A report by Altos Research has found that housing supply is increasing, while demand is fading without government incentives. Historically low mortgage rates are not swaying enough people to buy now, and prices are expected to remain under pressure in the months ahead. See the following article from HousingWire to learn more.
After the tax credit induced “mini-boom” in the spring, home prices should remained pressured through the end of the year, according to the real estate data provider Altos Research.
The average national house price was $474,946 in July, according to the Altos 10-city composite price index. The index fell “significantly” from its high in the summer of last year, when buyers were taking advantage of the homebuyer tax credit. It has declined for the past 11 months. The tax credit expired in April.
It’s a 0.63% decrease from June but up 0.66% over the last three months. Asking prices for homes fell in 19 of the 26 markets tracked. The biggest declines came in Phoenix at 5.1%, Washington, D.C. at 4.1%, and Miami at 3.3%.
While demand is dropping, supply is going up, according to Altos. According to the 10-city composite, there were 311,742 houses in inventory in July, up 2.2% from the previous month and up 3.8% over the last three.
Altos measured increases in 22 of the 26 markets. In Washington, D.C., inventories increased 5.6% in July from the previous month, the largest increase in the country.
“The market, right now, is a veritable case study of the law of supply and demand,” according to the report. “Right now, there’s a whole lot of supply, but very, very little demand. The buyers that drove a flurry of activity during the spring have left a deafening silence in their wake.”

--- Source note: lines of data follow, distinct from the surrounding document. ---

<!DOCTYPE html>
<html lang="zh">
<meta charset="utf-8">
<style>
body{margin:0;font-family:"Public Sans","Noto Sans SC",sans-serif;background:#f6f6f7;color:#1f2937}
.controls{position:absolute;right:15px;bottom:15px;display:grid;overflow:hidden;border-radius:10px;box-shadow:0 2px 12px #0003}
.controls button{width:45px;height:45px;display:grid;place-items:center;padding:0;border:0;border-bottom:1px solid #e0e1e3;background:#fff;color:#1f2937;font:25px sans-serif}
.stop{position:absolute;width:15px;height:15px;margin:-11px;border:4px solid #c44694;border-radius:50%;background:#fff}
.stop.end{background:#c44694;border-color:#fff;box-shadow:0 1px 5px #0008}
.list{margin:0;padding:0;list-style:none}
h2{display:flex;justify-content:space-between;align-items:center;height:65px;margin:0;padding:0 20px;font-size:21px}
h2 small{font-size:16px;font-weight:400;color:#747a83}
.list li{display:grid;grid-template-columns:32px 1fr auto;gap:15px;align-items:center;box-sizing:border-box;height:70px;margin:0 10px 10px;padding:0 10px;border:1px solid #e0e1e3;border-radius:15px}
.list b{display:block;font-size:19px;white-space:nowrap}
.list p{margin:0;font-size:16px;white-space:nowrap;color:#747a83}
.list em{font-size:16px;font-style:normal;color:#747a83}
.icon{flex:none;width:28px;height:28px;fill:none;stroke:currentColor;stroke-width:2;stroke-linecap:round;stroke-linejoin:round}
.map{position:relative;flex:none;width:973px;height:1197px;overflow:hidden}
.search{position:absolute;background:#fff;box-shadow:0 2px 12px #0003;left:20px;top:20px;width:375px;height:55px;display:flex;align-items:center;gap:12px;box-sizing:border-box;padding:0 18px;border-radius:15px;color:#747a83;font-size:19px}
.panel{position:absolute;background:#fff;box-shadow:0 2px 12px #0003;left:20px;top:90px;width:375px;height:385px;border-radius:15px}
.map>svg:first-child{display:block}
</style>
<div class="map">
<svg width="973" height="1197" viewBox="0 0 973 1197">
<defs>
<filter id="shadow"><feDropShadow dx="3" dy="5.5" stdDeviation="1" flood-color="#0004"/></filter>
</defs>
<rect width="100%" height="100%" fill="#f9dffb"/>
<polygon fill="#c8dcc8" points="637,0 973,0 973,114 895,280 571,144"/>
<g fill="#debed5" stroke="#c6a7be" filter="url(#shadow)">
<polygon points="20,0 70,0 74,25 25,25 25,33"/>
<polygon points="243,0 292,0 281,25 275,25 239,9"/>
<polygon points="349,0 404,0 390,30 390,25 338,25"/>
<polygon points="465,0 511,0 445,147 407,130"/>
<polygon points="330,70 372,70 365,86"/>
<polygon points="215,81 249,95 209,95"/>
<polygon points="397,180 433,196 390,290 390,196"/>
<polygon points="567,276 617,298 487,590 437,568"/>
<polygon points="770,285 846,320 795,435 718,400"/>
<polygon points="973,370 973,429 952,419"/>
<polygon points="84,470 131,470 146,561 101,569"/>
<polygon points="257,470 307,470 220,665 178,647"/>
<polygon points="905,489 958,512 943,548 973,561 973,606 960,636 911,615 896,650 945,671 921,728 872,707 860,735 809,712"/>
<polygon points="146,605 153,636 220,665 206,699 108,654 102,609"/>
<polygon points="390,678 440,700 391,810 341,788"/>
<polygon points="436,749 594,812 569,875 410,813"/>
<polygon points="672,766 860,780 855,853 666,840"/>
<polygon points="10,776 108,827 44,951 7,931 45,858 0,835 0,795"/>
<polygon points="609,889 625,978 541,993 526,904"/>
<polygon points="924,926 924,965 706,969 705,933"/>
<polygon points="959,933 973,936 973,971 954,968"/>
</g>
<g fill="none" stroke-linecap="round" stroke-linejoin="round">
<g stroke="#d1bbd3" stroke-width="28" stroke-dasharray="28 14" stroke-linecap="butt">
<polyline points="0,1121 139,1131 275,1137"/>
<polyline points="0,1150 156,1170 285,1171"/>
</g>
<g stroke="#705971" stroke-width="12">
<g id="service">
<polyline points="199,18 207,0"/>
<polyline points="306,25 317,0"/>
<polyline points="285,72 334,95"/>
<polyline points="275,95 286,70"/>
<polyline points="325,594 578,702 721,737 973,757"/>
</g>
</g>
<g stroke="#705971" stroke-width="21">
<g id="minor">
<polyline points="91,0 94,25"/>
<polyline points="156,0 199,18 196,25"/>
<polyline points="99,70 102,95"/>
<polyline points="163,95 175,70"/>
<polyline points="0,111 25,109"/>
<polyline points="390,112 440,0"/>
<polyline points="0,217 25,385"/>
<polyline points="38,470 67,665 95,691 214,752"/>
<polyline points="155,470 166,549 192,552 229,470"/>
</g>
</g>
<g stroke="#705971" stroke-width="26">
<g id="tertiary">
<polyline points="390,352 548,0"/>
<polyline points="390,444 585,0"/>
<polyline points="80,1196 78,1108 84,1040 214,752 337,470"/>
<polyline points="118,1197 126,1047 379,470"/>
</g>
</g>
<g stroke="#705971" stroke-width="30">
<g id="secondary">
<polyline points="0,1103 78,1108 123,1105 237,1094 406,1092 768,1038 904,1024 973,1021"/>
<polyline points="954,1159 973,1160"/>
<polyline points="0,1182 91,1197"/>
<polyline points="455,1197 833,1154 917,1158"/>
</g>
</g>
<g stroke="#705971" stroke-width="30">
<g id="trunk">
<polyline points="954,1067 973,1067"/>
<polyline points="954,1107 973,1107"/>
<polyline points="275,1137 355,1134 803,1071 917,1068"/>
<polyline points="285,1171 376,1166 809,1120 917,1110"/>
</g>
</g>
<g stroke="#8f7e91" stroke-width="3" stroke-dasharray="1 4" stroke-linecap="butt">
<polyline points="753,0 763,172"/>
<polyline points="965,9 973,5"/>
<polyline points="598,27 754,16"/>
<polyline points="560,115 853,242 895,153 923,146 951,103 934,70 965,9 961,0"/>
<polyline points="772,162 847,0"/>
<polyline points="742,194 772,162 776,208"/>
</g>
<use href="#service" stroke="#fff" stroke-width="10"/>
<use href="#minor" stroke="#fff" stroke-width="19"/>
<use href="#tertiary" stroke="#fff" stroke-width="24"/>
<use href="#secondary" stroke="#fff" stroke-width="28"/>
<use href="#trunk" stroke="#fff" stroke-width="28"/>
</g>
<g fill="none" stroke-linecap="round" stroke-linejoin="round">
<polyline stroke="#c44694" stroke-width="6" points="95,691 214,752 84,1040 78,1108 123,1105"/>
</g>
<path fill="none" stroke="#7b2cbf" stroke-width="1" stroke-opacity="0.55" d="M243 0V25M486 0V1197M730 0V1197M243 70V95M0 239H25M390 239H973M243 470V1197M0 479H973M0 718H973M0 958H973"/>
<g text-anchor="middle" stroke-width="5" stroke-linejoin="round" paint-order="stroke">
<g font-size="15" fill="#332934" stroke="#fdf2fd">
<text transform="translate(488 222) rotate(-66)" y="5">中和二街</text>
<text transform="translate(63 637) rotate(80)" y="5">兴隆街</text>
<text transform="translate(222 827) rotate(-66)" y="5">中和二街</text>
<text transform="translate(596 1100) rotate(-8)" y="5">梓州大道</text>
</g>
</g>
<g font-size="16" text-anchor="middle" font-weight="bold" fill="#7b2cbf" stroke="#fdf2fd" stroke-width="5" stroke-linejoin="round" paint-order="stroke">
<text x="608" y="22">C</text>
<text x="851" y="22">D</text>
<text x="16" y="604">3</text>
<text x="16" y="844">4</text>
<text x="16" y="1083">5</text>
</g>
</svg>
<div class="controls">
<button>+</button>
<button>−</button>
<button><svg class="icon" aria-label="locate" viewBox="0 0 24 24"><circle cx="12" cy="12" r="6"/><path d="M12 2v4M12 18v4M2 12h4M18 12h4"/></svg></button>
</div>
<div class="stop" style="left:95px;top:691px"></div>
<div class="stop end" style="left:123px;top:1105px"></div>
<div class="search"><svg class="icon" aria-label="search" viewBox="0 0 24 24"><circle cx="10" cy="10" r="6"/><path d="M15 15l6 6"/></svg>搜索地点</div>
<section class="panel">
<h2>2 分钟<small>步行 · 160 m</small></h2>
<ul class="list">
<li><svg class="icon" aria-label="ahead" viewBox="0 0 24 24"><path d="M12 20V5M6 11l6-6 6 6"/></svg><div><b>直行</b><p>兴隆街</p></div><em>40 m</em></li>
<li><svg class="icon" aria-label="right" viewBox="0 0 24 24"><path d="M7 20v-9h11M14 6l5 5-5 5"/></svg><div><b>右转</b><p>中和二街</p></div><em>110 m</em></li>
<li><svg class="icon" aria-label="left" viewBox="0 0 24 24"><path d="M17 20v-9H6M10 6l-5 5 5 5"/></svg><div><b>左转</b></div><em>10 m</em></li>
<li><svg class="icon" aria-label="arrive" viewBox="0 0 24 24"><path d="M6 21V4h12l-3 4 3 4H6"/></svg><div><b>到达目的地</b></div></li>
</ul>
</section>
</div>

According to the report, even through mortgage rates stay at all-time lows, buyers aren’t being swayed, which means these supply and demand trends should continue through the rest of 2010.
“Increases in inventory nationwide show that demand simply isn’t there. As the market continues to correct itself, and as we head into the seasonally weak fall and winter months, expect more increases in inventory, and likely deepening declines in asking prices,” according to the report.